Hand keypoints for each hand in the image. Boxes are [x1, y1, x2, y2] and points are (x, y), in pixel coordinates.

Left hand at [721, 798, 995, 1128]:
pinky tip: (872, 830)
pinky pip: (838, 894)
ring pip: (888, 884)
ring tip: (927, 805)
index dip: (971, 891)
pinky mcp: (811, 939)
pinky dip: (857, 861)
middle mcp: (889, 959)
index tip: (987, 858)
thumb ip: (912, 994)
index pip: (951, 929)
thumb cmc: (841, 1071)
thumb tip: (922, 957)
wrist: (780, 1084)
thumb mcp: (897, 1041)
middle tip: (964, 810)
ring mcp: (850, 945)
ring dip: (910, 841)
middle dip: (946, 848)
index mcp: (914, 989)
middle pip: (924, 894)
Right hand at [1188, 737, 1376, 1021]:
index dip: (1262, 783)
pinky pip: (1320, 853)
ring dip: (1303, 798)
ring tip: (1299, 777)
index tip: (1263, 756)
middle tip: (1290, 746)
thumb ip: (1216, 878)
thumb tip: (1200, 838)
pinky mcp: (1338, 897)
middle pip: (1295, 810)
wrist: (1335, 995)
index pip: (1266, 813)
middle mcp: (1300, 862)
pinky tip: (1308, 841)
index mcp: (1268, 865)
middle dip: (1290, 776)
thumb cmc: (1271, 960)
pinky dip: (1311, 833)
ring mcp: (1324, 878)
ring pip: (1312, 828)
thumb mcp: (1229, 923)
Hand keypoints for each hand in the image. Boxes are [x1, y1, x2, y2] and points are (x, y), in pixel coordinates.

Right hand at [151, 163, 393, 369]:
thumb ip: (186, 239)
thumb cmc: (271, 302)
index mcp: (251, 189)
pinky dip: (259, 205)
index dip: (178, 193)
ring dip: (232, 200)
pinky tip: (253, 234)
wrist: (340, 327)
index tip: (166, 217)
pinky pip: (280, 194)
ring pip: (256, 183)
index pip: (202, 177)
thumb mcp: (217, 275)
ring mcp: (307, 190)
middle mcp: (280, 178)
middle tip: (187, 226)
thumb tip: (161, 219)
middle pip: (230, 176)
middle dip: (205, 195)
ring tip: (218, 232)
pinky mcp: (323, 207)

* [Work to complete]: Report every line of the data above that contains the string "middle" by copying it in full.

* [Answer to the exercise]:
middle mcp: (889, 959)
middle tip: (964, 810)
middle dip: (946, 848)
middle pip: (924, 894)
middle tip: (1290, 746)
middle pip: (1295, 810)
middle mcp: (1300, 862)
middle dip: (1290, 776)
middle mcp: (280, 178)
middle tip: (187, 226)
middle pip: (230, 176)
middle dip: (205, 195)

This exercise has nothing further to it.